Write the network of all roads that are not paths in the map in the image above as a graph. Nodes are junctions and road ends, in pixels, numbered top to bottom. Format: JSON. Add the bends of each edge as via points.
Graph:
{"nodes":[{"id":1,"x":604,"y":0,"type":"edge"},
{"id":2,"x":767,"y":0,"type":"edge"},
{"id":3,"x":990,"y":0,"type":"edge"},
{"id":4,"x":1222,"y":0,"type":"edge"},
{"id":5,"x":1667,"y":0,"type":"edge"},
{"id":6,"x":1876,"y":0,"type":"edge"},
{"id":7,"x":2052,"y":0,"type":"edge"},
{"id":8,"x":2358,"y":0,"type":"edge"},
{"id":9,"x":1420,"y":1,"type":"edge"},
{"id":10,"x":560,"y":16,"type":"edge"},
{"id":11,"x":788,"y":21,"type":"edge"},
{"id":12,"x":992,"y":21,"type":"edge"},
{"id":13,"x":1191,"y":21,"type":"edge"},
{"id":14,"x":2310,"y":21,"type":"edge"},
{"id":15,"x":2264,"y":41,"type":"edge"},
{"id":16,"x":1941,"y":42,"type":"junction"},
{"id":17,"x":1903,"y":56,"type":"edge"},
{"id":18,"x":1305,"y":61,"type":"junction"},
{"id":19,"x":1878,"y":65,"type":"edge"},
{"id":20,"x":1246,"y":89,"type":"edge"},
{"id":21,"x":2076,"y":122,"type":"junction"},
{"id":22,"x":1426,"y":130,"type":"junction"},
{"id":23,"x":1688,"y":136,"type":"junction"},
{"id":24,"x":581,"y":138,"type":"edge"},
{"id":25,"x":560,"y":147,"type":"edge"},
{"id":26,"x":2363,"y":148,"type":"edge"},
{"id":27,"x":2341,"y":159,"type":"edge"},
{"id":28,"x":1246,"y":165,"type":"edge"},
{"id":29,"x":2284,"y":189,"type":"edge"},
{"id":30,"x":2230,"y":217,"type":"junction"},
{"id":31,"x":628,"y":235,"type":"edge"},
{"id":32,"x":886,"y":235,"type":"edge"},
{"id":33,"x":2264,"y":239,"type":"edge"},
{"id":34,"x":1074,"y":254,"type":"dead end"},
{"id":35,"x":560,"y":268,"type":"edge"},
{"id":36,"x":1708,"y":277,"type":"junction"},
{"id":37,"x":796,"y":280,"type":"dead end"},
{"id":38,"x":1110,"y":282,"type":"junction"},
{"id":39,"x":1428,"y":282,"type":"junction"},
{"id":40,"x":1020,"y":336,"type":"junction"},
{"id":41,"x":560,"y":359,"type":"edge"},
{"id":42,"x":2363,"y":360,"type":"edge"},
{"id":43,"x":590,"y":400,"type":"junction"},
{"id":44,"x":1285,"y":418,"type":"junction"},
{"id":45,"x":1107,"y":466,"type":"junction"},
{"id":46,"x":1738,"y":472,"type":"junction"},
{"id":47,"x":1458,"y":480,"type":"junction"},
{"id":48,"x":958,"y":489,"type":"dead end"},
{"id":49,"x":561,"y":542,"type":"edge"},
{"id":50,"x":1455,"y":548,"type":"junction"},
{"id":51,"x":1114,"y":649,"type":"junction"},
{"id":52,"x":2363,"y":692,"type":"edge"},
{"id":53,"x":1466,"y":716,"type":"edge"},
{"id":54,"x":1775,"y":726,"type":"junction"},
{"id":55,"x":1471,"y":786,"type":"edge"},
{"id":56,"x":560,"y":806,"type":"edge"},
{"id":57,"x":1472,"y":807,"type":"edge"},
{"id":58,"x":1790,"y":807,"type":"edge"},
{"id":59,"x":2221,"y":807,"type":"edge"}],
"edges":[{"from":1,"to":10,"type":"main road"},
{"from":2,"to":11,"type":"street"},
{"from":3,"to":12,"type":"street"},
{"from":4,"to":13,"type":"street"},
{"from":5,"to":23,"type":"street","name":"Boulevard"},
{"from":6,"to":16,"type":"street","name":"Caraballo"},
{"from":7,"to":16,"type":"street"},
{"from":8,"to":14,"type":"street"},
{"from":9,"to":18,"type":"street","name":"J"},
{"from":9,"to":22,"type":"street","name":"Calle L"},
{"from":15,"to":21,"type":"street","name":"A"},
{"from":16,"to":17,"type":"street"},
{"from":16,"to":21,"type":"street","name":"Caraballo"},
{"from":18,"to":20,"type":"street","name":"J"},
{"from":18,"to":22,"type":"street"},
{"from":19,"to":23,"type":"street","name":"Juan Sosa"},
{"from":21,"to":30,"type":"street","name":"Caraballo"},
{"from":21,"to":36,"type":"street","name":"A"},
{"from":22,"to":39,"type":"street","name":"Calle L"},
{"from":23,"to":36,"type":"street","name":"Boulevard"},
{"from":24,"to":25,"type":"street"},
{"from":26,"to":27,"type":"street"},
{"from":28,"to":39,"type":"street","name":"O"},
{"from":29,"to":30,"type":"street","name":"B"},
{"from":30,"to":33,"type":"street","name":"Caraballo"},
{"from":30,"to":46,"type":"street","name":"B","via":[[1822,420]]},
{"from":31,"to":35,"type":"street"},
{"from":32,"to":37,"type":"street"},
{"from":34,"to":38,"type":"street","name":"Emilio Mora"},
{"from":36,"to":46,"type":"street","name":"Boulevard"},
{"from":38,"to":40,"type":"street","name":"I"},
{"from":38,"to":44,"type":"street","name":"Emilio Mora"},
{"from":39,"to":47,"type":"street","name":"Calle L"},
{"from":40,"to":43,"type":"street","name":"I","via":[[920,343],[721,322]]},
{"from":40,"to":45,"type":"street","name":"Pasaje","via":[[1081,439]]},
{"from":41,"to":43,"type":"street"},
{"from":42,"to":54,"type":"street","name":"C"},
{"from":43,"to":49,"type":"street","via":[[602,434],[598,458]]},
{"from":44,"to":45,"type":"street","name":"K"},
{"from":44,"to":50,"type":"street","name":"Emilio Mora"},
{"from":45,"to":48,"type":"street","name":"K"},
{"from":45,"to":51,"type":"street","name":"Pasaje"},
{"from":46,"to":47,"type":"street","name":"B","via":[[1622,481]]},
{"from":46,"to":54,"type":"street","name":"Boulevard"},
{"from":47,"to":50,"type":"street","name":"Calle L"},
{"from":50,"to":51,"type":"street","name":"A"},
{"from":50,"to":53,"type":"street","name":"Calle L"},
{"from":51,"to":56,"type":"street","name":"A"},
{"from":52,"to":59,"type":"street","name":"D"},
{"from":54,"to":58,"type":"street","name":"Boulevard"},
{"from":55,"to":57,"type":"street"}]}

### WORK ITEM
Output all of the records exactly, with nothing omitted.

### TASK ANSWER
Write the network of all roads that are not paths in the map in the image above as a graph. Nodes are junctions and road ends, in pixels, numbered top to bottom. Format: JSON. Add the bends of each edge as via points.
Graph:
{"nodes":[{"id":1,"x":604,"y":0,"type":"edge"},
{"id":2,"x":767,"y":0,"type":"edge"},
{"id":3,"x":990,"y":0,"type":"edge"},
{"id":4,"x":1222,"y":0,"type":"edge"},
{"id":5,"x":1667,"y":0,"type":"edge"},
{"id":6,"x":1876,"y":0,"type":"edge"},
{"id":7,"x":2052,"y":0,"type":"edge"},
{"id":8,"x":2358,"y":0,"type":"edge"},
{"id":9,"x":1420,"y":1,"type":"edge"},
{"id":10,"x":560,"y":16,"type":"edge"},
{"id":11,"x":788,"y":21,"type":"edge"},
{"id":12,"x":992,"y":21,"type":"edge"},
{"id":13,"x":1191,"y":21,"type":"edge"},
{"id":14,"x":2310,"y":21,"type":"edge"},
{"id":15,"x":2264,"y":41,"type":"edge"},
{"id":16,"x":1941,"y":42,"type":"junction"},
{"id":17,"x":1903,"y":56,"type":"edge"},
{"id":18,"x":1305,"y":61,"type":"junction"},
{"id":19,"x":1878,"y":65,"type":"edge"},
{"id":20,"x":1246,"y":89,"type":"edge"},
{"id":21,"x":2076,"y":122,"type":"junction"},
{"id":22,"x":1426,"y":130,"type":"junction"},
{"id":23,"x":1688,"y":136,"type":"junction"},
{"id":24,"x":581,"y":138,"type":"edge"},
{"id":25,"x":560,"y":147,"type":"edge"},
{"id":26,"x":2363,"y":148,"type":"edge"},
{"id":27,"x":2341,"y":159,"type":"edge"},
{"id":28,"x":1246,"y":165,"type":"edge"},
{"id":29,"x":2284,"y":189,"type":"edge"},
{"id":30,"x":2230,"y":217,"type":"junction"},
{"id":31,"x":628,"y":235,"type":"edge"},
{"id":32,"x":886,"y":235,"type":"edge"},
{"id":33,"x":2264,"y":239,"type":"edge"},
{"id":34,"x":1074,"y":254,"type":"dead end"},
{"id":35,"x":560,"y":268,"type":"edge"},
{"id":36,"x":1708,"y":277,"type":"junction"},
{"id":37,"x":796,"y":280,"type":"dead end"},
{"id":38,"x":1110,"y":282,"type":"junction"},
{"id":39,"x":1428,"y":282,"type":"junction"},
{"id":40,"x":1020,"y":336,"type":"junction"},
{"id":41,"x":560,"y":359,"type":"edge"},
{"id":42,"x":2363,"y":360,"type":"edge"},
{"id":43,"x":590,"y":400,"type":"junction"},
{"id":44,"x":1285,"y":418,"type":"junction"},
{"id":45,"x":1107,"y":466,"type":"junction"},
{"id":46,"x":1738,"y":472,"type":"junction"},
{"id":47,"x":1458,"y":480,"type":"junction"},
{"id":48,"x":958,"y":489,"type":"dead end"},
{"id":49,"x":561,"y":542,"type":"edge"},
{"id":50,"x":1455,"y":548,"type":"junction"},
{"id":51,"x":1114,"y":649,"type":"junction"},
{"id":52,"x":2363,"y":692,"type":"edge"},
{"id":53,"x":1466,"y":716,"type":"edge"},
{"id":54,"x":1775,"y":726,"type":"junction"},
{"id":55,"x":1471,"y":786,"type":"edge"},
{"id":56,"x":560,"y":806,"type":"edge"},
{"id":57,"x":1472,"y":807,"type":"edge"},
{"id":58,"x":1790,"y":807,"type":"edge"},
{"id":59,"x":2221,"y":807,"type":"edge"}],
"edges":[{"from":1,"to":10,"type":"main road"},
{"from":2,"to":11,"type":"street"},
{"from":3,"to":12,"type":"street"},
{"from":4,"to":13,"type":"street"},
{"from":5,"to":23,"type":"street","name":"Boulevard"},
{"from":6,"to":16,"type":"street","name":"Caraballo"},
{"from":7,"to":16,"type":"street"},
{"from":8,"to":14,"type":"street"},
{"from":9,"to":18,"type":"street","name":"J"},
{"from":9,"to":22,"type":"street","name":"Calle L"},
{"from":15,"to":21,"type":"street","name":"A"},
{"from":16,"to":17,"type":"street"},
{"from":16,"to":21,"type":"street","name":"Caraballo"},
{"from":18,"to":20,"type":"street","name":"J"},
{"from":18,"to":22,"type":"street"},
{"from":19,"to":23,"type":"street","name":"Juan Sosa"},
{"from":21,"to":30,"type":"street","name":"Caraballo"},
{"from":21,"to":36,"type":"street","name":"A"},
{"from":22,"to":39,"type":"street","name":"Calle L"},
{"from":23,"to":36,"type":"street","name":"Boulevard"},
{"from":24,"to":25,"type":"street"},
{"from":26,"to":27,"type":"street"},
{"from":28,"to":39,"type":"street","name":"O"},
{"from":29,"to":30,"type":"street","name":"B"},
{"from":30,"to":33,"type":"street","name":"Caraballo"},
{"from":30,"to":46,"type":"street","name":"B","via":[[1822,420]]},
{"from":31,"to":35,"type":"street"},
{"from":32,"to":37,"type":"street"},
{"from":34,"to":38,"type":"street","name":"Emilio Mora"},
{"from":36,"to":46,"type":"street","name":"Boulevard"},
{"from":38,"to":40,"type":"street","name":"I"},
{"from":38,"to":44,"type":"street","name":"Emilio Mora"},
{"from":39,"to":47,"type":"street","name":"Calle L"},
{"from":40,"to":43,"type":"street","name":"I","via":[[920,343],[721,322]]},
{"from":40,"to":45,"type":"street","name":"Pasaje","via":[[1081,439]]},
{"from":41,"to":43,"type":"street"},
{"from":42,"to":54,"type":"street","name":"C"},
{"from":43,"to":49,"type":"street","via":[[602,434],[598,458]]},
{"from":44,"to":45,"type":"street","name":"K"},
{"from":44,"to":50,"type":"street","name":"Emilio Mora"},
{"from":45,"to":48,"type":"street","name":"K"},
{"from":45,"to":51,"type":"street","name":"Pasaje"},
{"from":46,"to":47,"type":"street","name":"B","via":[[1622,481]]},
{"from":46,"to":54,"type":"street","name":"Boulevard"},
{"from":47,"to":50,"type":"street","name":"Calle L"},
{"from":50,"to":51,"type":"street","name":"A"},
{"from":50,"to":53,"type":"street","name":"Calle L"},
{"from":51,"to":56,"type":"street","name":"A"},
{"from":52,"to":59,"type":"street","name":"D"},
{"from":54,"to":58,"type":"street","name":"Boulevard"},
{"from":55,"to":57,"type":"street"}]}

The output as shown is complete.